=== Begin Enclosure ===

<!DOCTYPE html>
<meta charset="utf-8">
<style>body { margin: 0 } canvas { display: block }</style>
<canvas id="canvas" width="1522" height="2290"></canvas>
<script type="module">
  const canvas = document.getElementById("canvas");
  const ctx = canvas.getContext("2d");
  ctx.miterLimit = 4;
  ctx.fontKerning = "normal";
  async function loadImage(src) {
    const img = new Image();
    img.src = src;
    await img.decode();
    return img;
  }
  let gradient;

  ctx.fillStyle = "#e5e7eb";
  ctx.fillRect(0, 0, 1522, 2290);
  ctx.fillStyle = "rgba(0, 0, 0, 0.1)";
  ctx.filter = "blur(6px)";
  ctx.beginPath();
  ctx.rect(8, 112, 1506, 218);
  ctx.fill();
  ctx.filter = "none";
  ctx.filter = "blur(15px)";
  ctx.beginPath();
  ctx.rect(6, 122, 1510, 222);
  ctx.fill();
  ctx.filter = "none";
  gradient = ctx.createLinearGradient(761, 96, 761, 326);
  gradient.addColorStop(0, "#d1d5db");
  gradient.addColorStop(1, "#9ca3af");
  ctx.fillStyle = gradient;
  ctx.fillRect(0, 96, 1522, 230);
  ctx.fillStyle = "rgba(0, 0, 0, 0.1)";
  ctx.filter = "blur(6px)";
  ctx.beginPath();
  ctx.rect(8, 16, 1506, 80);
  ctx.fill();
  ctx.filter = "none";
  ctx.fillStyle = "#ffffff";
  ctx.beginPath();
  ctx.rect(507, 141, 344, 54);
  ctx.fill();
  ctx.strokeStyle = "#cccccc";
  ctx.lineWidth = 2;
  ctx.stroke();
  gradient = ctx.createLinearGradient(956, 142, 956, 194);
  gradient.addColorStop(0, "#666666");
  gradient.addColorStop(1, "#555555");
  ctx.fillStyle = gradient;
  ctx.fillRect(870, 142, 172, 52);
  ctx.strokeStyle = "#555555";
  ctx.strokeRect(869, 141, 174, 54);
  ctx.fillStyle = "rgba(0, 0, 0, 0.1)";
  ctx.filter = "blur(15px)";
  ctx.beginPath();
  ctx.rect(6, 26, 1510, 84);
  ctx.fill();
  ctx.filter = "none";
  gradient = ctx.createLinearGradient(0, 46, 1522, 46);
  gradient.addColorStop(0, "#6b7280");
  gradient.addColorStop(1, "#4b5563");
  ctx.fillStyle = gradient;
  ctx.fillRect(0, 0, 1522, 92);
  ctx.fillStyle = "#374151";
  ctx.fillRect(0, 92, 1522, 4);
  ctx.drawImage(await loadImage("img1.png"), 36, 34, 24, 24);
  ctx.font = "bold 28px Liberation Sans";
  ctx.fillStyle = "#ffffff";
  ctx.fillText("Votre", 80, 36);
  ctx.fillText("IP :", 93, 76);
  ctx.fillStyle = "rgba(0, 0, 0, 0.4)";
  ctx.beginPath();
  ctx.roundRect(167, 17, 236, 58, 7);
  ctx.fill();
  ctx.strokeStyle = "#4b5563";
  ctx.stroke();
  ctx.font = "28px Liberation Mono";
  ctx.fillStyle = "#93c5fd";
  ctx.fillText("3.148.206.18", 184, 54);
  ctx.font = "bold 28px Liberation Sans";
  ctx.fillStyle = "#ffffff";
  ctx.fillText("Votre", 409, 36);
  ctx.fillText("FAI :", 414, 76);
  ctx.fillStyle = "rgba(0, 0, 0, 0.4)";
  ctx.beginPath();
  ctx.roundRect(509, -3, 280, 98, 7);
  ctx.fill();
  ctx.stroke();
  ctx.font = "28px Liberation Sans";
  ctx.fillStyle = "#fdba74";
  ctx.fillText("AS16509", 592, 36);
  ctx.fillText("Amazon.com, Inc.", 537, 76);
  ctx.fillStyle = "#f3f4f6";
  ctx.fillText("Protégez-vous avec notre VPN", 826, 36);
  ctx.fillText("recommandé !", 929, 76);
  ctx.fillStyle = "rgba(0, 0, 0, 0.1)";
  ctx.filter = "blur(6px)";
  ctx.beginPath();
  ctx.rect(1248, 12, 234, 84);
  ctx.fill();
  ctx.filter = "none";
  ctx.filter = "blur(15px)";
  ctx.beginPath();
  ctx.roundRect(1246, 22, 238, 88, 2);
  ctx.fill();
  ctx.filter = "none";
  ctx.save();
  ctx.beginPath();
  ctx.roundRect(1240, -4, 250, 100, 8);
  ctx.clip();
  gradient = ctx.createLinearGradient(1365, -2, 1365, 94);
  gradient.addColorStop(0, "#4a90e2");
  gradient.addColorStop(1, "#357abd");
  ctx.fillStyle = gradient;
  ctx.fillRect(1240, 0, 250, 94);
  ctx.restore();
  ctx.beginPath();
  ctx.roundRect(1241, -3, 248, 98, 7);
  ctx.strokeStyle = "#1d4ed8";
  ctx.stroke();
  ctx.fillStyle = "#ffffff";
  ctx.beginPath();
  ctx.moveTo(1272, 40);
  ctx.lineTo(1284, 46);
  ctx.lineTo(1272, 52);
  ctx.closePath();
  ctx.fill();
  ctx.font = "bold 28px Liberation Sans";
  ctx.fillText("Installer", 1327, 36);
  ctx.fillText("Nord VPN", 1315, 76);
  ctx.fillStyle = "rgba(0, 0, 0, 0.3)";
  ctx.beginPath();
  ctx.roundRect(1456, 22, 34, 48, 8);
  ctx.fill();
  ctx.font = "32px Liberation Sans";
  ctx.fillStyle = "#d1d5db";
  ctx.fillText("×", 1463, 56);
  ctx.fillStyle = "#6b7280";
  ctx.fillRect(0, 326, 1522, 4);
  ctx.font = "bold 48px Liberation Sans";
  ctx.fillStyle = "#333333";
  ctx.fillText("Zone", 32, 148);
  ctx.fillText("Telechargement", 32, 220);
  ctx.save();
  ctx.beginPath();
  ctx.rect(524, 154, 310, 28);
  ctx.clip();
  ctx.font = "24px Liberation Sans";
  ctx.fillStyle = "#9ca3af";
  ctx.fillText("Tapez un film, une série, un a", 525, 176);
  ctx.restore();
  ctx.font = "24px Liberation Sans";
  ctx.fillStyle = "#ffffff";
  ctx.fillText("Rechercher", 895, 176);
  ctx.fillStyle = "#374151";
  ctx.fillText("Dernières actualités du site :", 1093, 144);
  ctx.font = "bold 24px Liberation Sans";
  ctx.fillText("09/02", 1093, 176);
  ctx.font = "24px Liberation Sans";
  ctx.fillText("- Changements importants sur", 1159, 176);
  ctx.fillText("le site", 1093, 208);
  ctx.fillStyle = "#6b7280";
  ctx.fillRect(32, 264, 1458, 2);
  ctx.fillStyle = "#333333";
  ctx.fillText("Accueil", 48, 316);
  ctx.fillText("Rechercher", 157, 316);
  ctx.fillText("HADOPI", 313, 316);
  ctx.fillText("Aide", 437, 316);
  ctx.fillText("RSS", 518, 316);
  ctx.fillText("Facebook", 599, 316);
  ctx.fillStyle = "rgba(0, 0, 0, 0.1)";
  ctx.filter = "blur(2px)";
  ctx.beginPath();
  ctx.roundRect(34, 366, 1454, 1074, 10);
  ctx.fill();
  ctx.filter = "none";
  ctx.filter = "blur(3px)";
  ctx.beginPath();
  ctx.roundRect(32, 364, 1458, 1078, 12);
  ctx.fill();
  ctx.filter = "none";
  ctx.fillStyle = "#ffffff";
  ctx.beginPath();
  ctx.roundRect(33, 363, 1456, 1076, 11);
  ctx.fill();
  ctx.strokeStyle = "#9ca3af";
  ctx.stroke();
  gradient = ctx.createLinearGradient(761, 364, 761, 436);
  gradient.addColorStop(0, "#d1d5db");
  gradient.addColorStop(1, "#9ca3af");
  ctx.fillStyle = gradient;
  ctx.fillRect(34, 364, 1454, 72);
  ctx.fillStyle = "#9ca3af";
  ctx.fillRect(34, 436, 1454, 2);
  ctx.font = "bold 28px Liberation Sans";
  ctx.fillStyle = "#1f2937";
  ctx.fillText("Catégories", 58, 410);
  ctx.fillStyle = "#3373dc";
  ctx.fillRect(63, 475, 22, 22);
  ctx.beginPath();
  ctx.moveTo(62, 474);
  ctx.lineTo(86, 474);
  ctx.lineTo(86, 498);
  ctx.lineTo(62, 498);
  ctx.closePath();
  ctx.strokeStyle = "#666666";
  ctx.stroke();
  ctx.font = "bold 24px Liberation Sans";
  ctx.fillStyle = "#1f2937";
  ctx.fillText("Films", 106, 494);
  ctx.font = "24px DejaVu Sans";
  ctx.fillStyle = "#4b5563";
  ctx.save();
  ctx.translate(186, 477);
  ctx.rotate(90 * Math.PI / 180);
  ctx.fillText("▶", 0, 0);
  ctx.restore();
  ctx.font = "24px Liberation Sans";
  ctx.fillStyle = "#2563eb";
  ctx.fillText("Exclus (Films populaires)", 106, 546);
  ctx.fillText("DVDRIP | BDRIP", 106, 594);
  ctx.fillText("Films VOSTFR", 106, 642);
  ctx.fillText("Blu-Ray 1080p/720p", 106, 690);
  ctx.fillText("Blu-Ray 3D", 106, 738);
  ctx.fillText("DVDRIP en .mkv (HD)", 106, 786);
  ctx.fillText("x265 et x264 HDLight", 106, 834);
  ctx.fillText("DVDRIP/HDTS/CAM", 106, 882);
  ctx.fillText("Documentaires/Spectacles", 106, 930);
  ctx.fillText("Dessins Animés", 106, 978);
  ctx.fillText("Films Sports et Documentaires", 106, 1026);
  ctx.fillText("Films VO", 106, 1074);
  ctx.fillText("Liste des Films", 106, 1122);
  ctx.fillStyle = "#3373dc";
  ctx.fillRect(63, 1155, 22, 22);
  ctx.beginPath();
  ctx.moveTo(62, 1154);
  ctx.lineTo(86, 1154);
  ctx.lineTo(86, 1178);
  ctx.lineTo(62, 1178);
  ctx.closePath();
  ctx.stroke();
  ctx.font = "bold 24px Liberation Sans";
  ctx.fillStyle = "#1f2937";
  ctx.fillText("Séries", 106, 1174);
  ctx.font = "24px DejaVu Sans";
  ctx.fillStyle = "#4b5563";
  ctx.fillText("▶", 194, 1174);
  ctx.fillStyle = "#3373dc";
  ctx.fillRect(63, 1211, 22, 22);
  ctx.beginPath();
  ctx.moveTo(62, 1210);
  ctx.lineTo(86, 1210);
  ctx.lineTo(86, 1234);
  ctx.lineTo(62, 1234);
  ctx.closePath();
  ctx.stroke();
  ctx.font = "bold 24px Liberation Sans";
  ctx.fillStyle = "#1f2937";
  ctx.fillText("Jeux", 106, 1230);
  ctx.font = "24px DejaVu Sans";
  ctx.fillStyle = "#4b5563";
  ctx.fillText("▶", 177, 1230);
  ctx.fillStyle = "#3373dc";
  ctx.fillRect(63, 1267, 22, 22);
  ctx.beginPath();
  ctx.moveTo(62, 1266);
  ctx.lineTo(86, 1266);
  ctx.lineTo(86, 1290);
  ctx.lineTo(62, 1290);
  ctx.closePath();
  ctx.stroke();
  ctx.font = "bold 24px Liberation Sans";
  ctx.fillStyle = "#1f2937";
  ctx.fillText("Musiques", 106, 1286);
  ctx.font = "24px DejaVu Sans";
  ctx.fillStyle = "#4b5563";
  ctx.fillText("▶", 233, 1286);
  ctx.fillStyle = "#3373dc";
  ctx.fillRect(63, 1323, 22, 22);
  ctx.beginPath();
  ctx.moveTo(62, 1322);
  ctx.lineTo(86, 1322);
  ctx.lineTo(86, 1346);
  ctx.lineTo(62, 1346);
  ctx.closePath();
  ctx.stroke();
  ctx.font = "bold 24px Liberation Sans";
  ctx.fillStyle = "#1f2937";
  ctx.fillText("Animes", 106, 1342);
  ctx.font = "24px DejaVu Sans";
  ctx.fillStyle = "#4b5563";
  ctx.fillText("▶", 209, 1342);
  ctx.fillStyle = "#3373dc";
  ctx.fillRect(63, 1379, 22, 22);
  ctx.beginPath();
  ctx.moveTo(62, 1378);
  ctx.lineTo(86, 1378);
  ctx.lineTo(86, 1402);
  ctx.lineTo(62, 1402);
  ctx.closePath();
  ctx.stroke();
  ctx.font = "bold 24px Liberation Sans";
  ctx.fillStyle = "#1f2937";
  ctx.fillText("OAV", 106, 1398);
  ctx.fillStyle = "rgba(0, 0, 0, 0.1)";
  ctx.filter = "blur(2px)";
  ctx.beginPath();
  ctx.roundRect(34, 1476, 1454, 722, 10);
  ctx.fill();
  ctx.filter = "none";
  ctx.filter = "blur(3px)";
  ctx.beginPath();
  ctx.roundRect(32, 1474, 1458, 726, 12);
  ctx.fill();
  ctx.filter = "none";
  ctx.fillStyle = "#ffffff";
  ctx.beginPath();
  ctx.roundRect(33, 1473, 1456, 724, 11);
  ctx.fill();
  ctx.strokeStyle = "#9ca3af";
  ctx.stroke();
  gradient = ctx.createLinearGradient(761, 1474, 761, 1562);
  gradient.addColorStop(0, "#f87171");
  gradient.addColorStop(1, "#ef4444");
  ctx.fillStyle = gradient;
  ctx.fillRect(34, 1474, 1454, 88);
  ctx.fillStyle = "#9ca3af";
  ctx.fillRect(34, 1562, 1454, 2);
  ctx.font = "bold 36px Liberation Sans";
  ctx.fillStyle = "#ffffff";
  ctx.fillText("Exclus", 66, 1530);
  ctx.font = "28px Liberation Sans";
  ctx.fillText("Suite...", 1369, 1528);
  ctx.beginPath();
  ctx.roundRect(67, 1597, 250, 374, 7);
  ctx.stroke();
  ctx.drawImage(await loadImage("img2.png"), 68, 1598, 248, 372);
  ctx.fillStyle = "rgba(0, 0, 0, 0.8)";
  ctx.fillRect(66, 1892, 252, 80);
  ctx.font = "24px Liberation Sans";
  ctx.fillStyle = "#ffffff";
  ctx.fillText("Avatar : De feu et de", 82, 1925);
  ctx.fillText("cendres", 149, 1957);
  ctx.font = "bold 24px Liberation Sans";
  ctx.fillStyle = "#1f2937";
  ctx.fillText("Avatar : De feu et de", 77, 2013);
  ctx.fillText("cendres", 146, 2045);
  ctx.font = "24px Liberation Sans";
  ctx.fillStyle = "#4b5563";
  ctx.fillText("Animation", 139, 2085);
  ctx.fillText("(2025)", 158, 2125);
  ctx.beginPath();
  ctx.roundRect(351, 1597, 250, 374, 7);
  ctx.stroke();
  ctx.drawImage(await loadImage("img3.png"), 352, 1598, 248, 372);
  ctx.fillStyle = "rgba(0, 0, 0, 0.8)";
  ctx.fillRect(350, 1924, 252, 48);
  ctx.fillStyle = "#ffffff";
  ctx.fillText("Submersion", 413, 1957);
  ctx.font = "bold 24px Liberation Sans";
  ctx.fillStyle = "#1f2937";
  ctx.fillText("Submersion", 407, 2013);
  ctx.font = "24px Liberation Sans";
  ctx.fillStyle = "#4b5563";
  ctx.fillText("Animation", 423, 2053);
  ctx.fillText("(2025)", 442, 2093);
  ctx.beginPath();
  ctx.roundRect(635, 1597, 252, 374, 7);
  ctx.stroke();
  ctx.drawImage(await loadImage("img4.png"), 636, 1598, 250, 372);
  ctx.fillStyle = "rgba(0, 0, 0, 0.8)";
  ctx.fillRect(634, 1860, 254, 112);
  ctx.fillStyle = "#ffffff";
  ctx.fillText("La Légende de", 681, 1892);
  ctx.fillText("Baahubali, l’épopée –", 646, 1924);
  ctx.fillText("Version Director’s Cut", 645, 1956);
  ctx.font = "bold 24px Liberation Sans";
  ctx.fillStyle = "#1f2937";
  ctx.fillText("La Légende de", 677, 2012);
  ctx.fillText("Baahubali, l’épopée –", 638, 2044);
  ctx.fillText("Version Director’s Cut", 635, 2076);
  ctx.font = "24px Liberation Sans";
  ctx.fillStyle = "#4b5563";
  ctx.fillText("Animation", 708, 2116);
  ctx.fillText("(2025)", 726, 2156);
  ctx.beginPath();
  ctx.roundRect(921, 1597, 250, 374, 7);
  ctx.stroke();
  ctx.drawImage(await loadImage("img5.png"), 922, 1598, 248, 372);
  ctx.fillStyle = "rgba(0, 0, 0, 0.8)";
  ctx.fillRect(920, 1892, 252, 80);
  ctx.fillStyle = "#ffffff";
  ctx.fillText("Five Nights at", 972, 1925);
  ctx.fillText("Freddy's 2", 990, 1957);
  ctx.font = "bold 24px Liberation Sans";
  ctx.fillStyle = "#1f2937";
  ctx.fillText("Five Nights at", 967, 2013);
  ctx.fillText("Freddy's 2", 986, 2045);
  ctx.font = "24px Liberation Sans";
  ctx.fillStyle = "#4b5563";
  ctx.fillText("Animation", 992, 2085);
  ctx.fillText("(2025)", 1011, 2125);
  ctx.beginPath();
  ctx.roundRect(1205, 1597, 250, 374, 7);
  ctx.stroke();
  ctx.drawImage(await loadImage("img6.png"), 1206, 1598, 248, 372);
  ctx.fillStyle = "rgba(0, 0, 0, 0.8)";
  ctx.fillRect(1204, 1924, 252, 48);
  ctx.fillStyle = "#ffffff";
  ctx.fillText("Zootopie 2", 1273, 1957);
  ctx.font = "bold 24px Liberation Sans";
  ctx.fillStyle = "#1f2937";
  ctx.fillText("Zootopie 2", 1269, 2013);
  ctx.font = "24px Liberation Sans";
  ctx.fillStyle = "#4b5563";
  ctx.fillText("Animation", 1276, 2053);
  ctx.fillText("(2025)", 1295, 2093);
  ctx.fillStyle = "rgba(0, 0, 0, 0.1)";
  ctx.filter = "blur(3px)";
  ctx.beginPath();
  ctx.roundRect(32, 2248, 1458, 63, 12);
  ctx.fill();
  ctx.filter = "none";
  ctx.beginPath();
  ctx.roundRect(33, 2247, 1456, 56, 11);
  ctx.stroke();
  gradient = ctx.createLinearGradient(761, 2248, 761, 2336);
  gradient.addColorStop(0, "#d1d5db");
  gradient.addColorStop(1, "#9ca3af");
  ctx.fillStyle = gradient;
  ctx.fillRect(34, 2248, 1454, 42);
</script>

=== End Enclosure ===

◆ **What the exercise asks**:
Copy out whichever lines of the listing contain the word "Animation".

◆ **Output of the exercise**:
  ctx.fillText("Animation", 139, 2085);
  ctx.fillText("Animation", 423, 2053);
  ctx.fillText("Animation", 708, 2116);
  ctx.fillText("Animation", 992, 2085);
  ctx.fillText("Animation", 1276, 2053);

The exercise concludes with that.